#### [Problem to work on]
Make an exact copy of the listing below. Pictures stay out of it.

#### [Records provided]
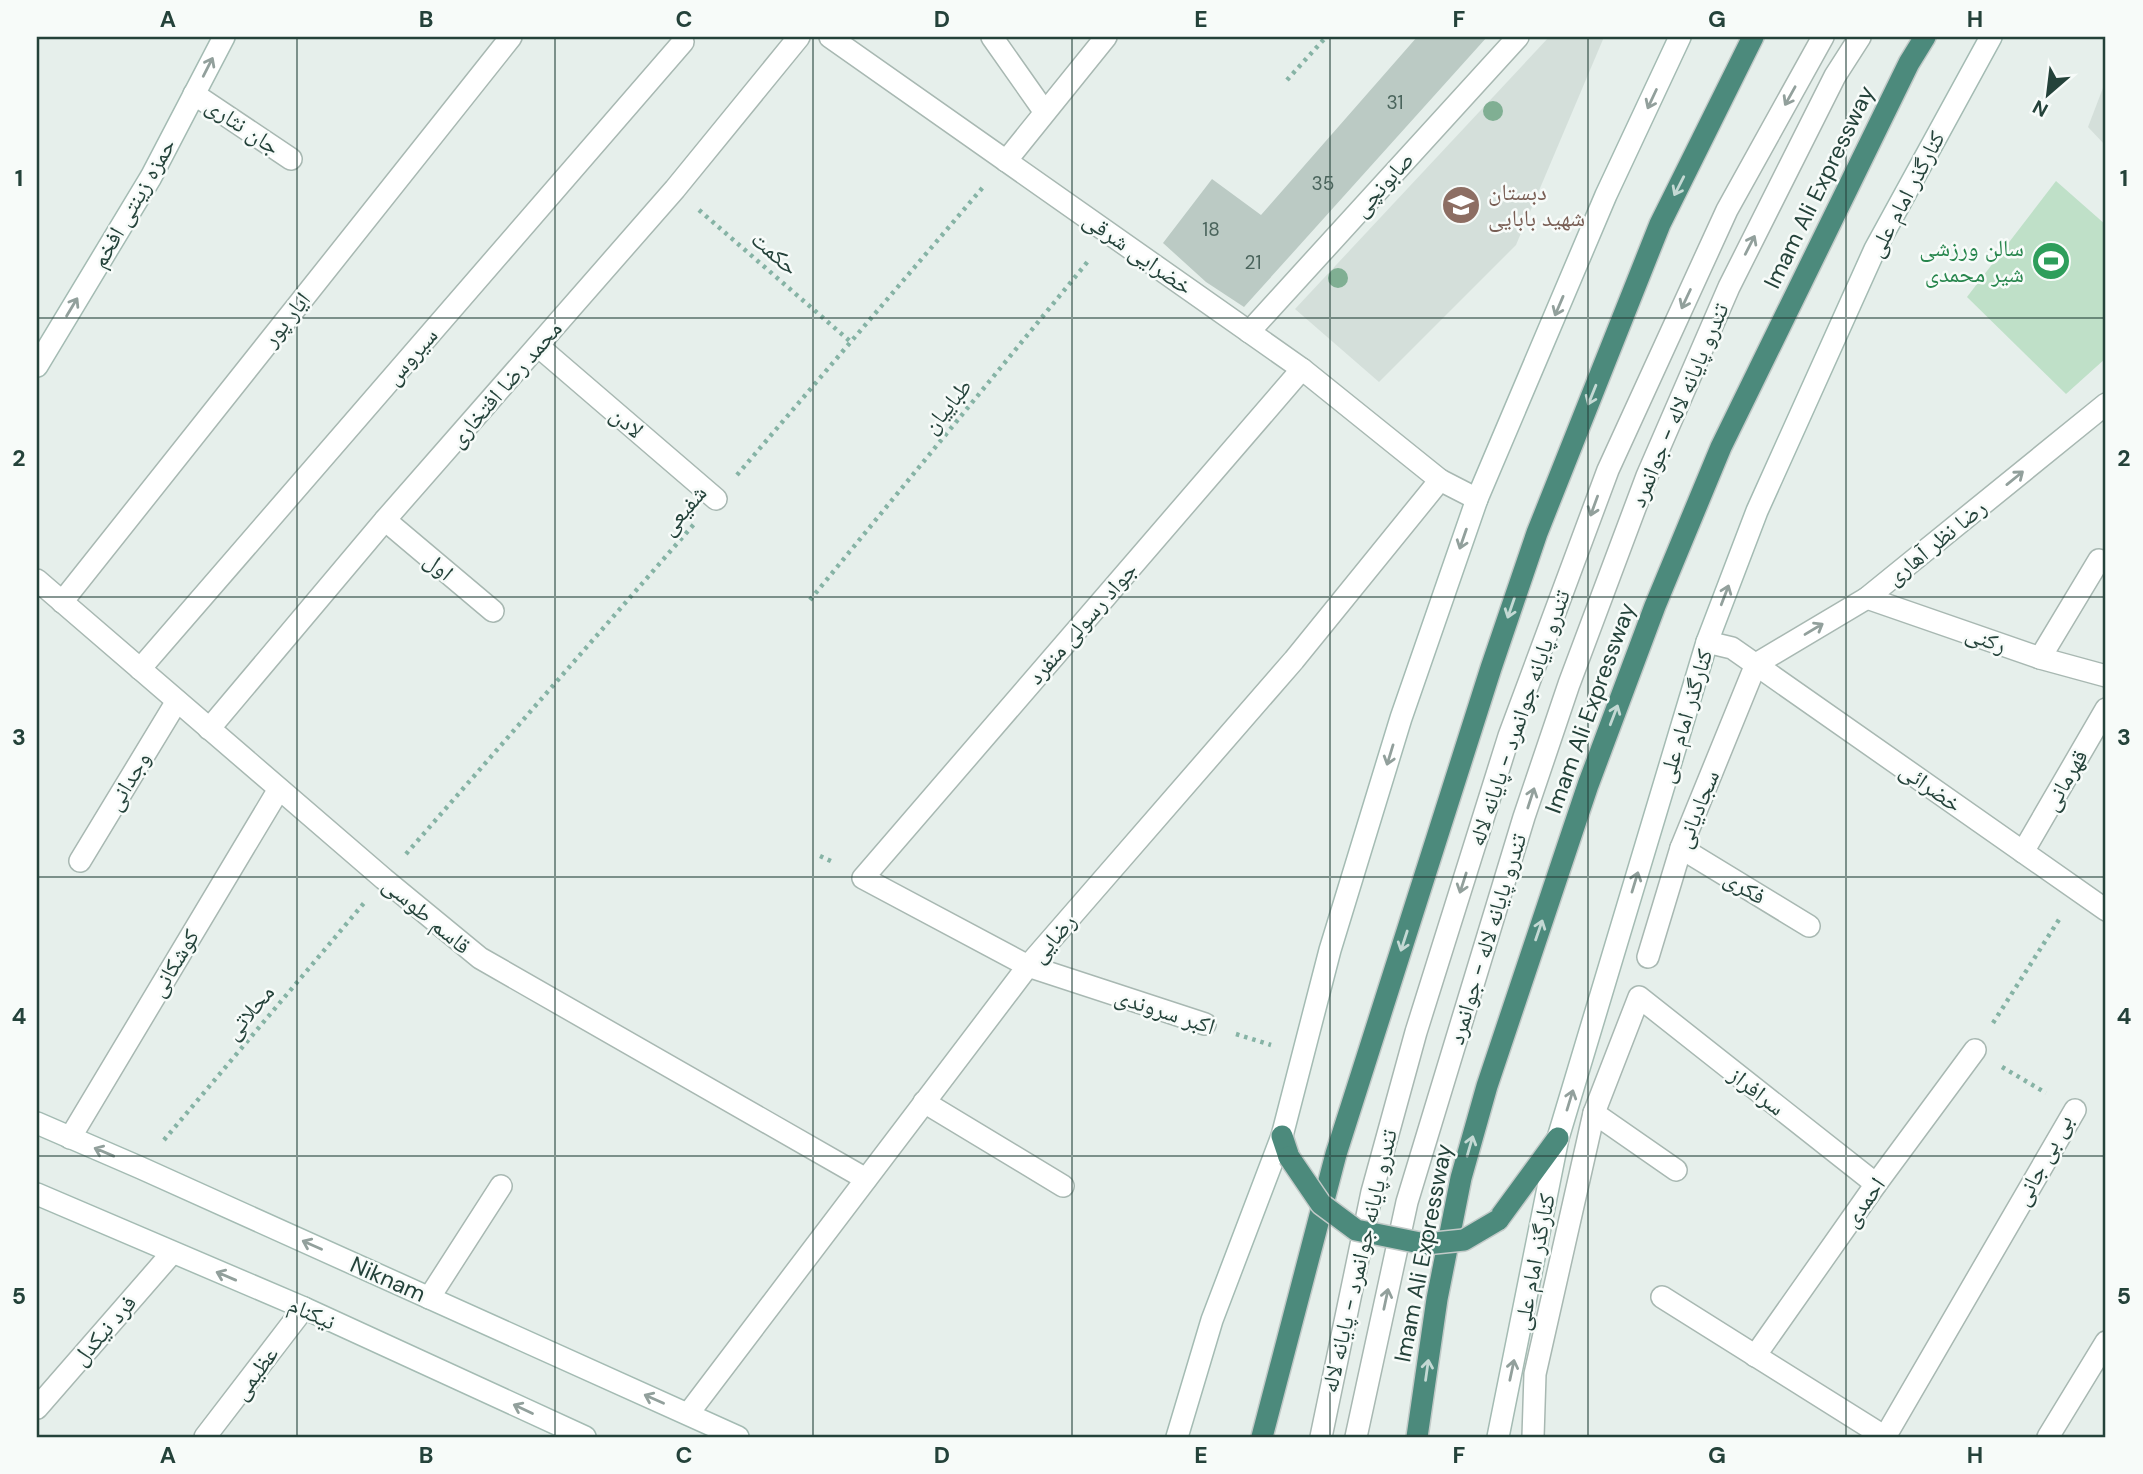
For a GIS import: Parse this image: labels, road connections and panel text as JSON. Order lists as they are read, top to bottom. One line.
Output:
{"streets":{"highway":["Imam Ali Expressway"],"street":["جان نثاری","صابونچی","کنارگذر امام علی","حمزه زینتی افخم","خضرایی شرقی","ایار پور","سیروس","محمد رضا افتخاری","تندرو پایانه لاله - جوانمرد","لادن","رضا نظر آهاری","اول","جواد رسولی منفرد","رکنی","تندرو پایانه جوانمرد - پایانه لاله","قهرمانی","وجدانی","خضرائی","سجادیانی","فکری","قاسم طوسی","رضایی","کوشکانی","اکبر سروندی","سرافراز","بی بی جانی","احمدی","Niknam","نیکنام","فرد نیکدل","عظیمی"],"path":["حکمت","طباییان","شفیعی","محلاتی"]},"crossings":[["جان نثاری","حمزه زینتی افخم"],["صابونچی","خضرایی شرقی"],["کنارگذر امام علی","خضرائی"],["حکمت","محمد رضا افتخاری"],["حکمت","شفیعی"],["خضرایی شرقی","طباییان"],["خضرایی شرقی","شفیعی"],["خضرایی شرقی","جواد رسولی منفرد"],["خضرایی شرقی","رضایی"],["ایار پور","قاسم طوسی"],["سیروس","قاسم طوسی"],["محمد رضا افتخاری","لادن"],["محمد رضا افتخاری","اول"],["محمد رضا افتخاری","قاسم طوسی"],["لادن","شفیعی"],["شفیعی","قاسم طوسی"],["شفیعی","محلاتی"],["رضا نظر آهاری","رکنی"],["رضا نظر آهاری","خضرائی"],["رضا نظر آهاری","سجادیانی"],["جواد رسولی منفرد","اکبر سروندی"],["قهرمانی","خضرائی"],["وجدانی","قاسم طوسی"],["خضرائی","سجادیانی"],["سجادیانی","فکری"],["قاسم طوسی","رضایی"],["قاسم طوسی","کوشکانی"],["قاسم طوسی","محلاتی"],["رضایی","اکبر سروندی"],["رضایی","Niknam"],["کوشکانی","Niknam"],["محلاتی","Niknam"],["سرافراز","احمدی"],["بی بی جانی","احمدی"],["نیکنام","فرد نیکدل"],["نیکنام","عظیمی"]],"one_way":["کنارگذر امام علی","حمزه زینتی افخم","رضا نظر آهاری","Niknam","نیکنام"],"places":{"school or university":["دبستان شهید بابایی"],"sports":["سالن ورزشی شیر محمدی"]},"house_numbers":["31","35","18","21"],"north":"bottom left","grid":{"columns":["A","B","C","D","E","F","G","H"],"rows":["1","2","3","4","5"]}}
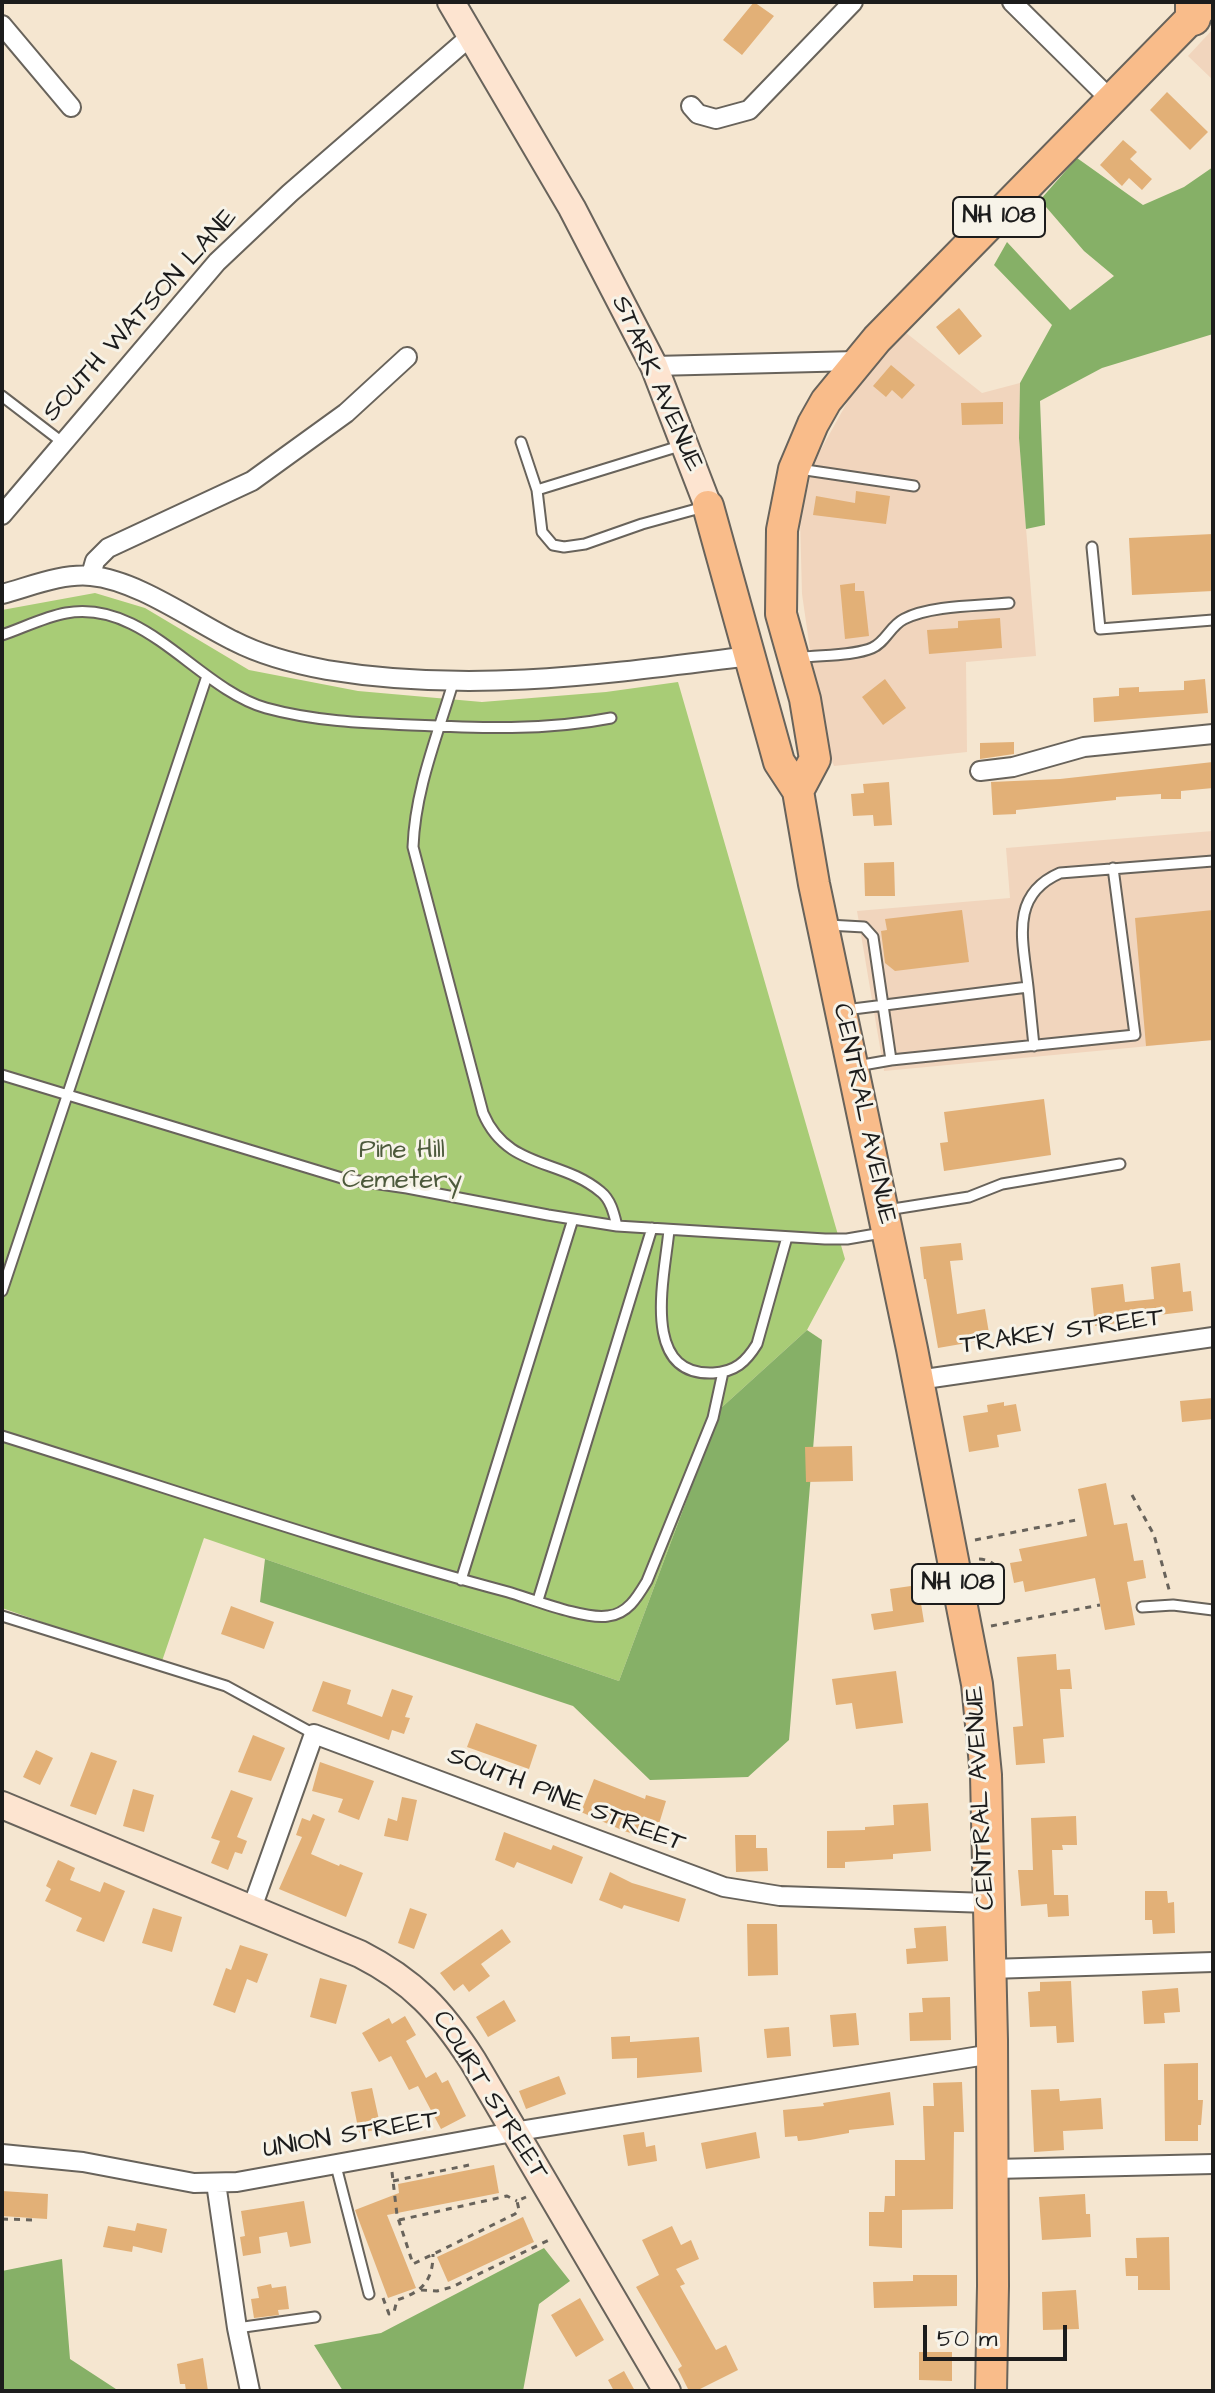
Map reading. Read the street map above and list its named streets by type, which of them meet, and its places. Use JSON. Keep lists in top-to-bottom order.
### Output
{
  "streets": {
    "main road": ["NH 108", "STARK AVENUE", "CENTRAL AVENUE"],
    "street": [
      "SOUTH WATSON LANE",
      "TRAKEY STREET",
      "SOUTH PINE STREET",
      "COURT STREET",
      "UNION STREET"
    ]
  },
  "crossings": [
    ["NH 108", "STARK AVENUE"],
    ["NH 108", "CENTRAL AVENUE"],
    ["SOUTH WATSON LANE", "STARK AVENUE"],
    ["STARK AVENUE", "CENTRAL AVENUE"],
    ["CENTRAL AVENUE", "TRAKEY STREET"],
    ["CENTRAL AVENUE", "SOUTH PINE STREET"],
    ["CENTRAL AVENUE", "UNION STREET"],
    ["COURT STREET", "UNION STREET"]
  ],
  "parks": ["Pine Hill Cemetery"],
  "scale_bar": "50 m"
}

#### [Written answer]
For a GIS import: Parse this image: labels, road connections and panel text as JSON. Order lists as they are read, top to bottom. One line.
Output:
{"streets":{"highway":["Imam Ali Expressway"],"street":["جان نثاری","صابونچی","کنارگذر امام علی","حمزه زینتی افخم","خضرایی شرقی","ایار پور","سیروس","محمد رضا افتخاری","تندرو پایانه لاله - جوانمرد","لادن","رضا نظر آهاری","اول","جواد رسولی منفرد","رکنی","تندرو پایانه جوانمرد - پایانه لاله","قهرمانی","وجدانی","خضرائی","سجادیانی","فکری","قاسم طوسی","رضایی","کوشکانی","اکبر سروندی","سرافراز","بی بی جانی","احمدی","Niknam","نیکنام","فرد نیکدل","عظیمی"],"path":["حکمت","طباییان","شفیعی","محلاتی"]},"crossings":[["جان نثاری","حمزه زینتی افخم"],["صابونچی","خضرایی شرقی"],["کنارگذر امام علی","خضرائی"],["حکمت","محمد رضا افتخاری"],["حکمت","شفیعی"],["خضرایی شرقی","طباییان"],["خضرایی شرقی","شفیعی"],["خضرایی شرقی","جواد رسولی منفرد"],["خضرایی شرقی","رضایی"],["ایار پور","قاسم طوسی"],["سیروس","قاسم طوسی"],["محمد رضا افتخاری","لادن"],["محمد رضا افتخاری","اول"],["محمد رضا افتخاری","قاسم طوسی"],["لادن","شفیعی"],["شفیعی","قاسم طوسی"],["شفیعی","محلاتی"],["رضا نظر آهاری","رکنی"],["رضا نظر آهاری","خضرائی"],["رضا نظر آهاری","سجادیانی"],["جواد رسولی منفرد","اکبر سروندی"],["قهرمانی","خضرائی"],["وجدانی","قاسم طوسی"],["خضرائی","سجادیانی"],["سجادیانی","فکری"],["قاسم طوسی","رضایی"],["قاسم طوسی","کوشکانی"],["قاسم طوسی","محلاتی"],["رضایی","اکبر سروندی"],["رضایی","Niknam"],["کوشکانی","Niknam"],["محلاتی","Niknam"],["سرافراز","احمدی"],["بی بی جانی","احمدی"],["نیکنام","فرد نیکدل"],["نیکنام","عظیمی"]],"one_way":["کنارگذر امام علی","حمزه زینتی افخم","رضا نظر آهاری","Niknam","نیکنام"],"places":{"school or university":["دبستان شهید بابایی"],"sports":["سالن ورزشی شیر محمدی"]},"house_numbers":["31","35","18","21"],"north":"bottom left","grid":{"columns":["A","B","C","D","E","F","G","H"],"rows":["1","2","3","4","5"]}}
Map reading. Read the street map above and list its named streets by type, which of them meet, and its places. Use JSON. Keep lists in top-to-bottom order.
### Output
{
  "streets": {
    "main road": ["NH 108", "STARK AVENUE", "CENTRAL AVENUE"],
    "street": [
      "SOUTH WATSON LANE",
      "TRAKEY STREET",
      "SOUTH PINE STREET",
      "COURT STREET",
      "UNION STREET"
    ]
  },
  "crossings": [
    ["NH 108", "STARK AVENUE"],
    ["NH 108", "CENTRAL AVENUE"],
    ["SOUTH WATSON LANE", "STARK AVENUE"],
    ["STARK AVENUE", "CENTRAL AVENUE"],
    ["CENTRAL AVENUE", "TRAKEY STREET"],
    ["CENTRAL AVENUE", "SOUTH PINE STREET"],
    ["CENTRAL AVENUE", "UNION STREET"],
    ["COURT STREET", "UNION STREET"]
  ],
  "parks": ["Pine Hill Cemetery"],
  "scale_bar": "50 m"
}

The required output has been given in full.